For these records, count the lines containing the word "PLACE" and respond with the number alone.

[Collected data entries]
"""

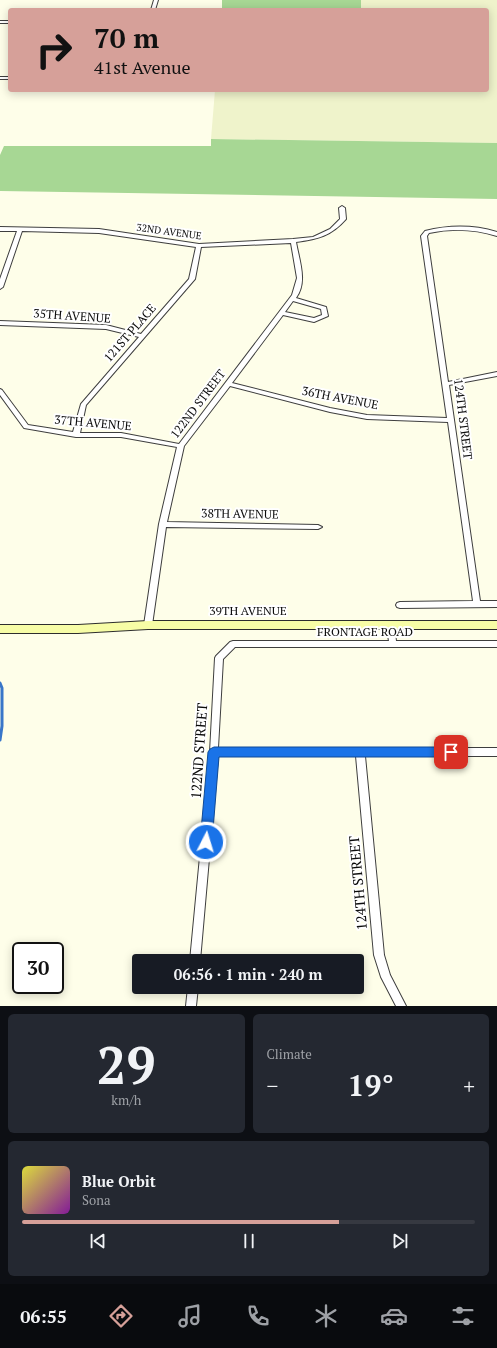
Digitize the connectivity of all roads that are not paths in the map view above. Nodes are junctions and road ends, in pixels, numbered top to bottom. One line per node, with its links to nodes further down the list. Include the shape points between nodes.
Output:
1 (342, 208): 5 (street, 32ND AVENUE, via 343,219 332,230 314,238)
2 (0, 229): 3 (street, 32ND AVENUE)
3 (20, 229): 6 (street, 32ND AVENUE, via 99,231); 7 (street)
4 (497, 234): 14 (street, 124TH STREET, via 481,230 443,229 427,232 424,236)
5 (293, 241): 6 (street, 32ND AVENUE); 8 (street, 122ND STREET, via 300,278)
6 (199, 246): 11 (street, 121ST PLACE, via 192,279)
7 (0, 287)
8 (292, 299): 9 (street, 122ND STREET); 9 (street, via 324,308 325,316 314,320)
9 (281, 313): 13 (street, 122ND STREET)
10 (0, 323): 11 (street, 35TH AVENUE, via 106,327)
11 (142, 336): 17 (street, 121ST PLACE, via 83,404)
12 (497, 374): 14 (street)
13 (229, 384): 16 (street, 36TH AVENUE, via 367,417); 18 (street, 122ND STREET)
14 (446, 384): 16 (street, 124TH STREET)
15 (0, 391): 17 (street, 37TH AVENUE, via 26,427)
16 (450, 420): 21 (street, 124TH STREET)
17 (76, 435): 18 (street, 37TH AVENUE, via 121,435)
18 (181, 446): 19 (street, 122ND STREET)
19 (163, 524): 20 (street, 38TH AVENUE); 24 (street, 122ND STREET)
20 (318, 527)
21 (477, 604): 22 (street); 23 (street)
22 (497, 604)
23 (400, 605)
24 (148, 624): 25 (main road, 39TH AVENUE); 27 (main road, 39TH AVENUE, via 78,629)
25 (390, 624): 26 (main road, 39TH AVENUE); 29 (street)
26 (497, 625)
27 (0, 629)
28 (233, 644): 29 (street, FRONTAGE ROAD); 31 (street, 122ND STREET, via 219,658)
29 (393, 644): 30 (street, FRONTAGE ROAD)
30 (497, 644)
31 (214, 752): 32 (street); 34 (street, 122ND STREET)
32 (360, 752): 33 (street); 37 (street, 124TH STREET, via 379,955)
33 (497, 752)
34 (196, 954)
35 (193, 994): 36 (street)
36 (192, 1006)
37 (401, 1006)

"""

- [Response to the task]: 2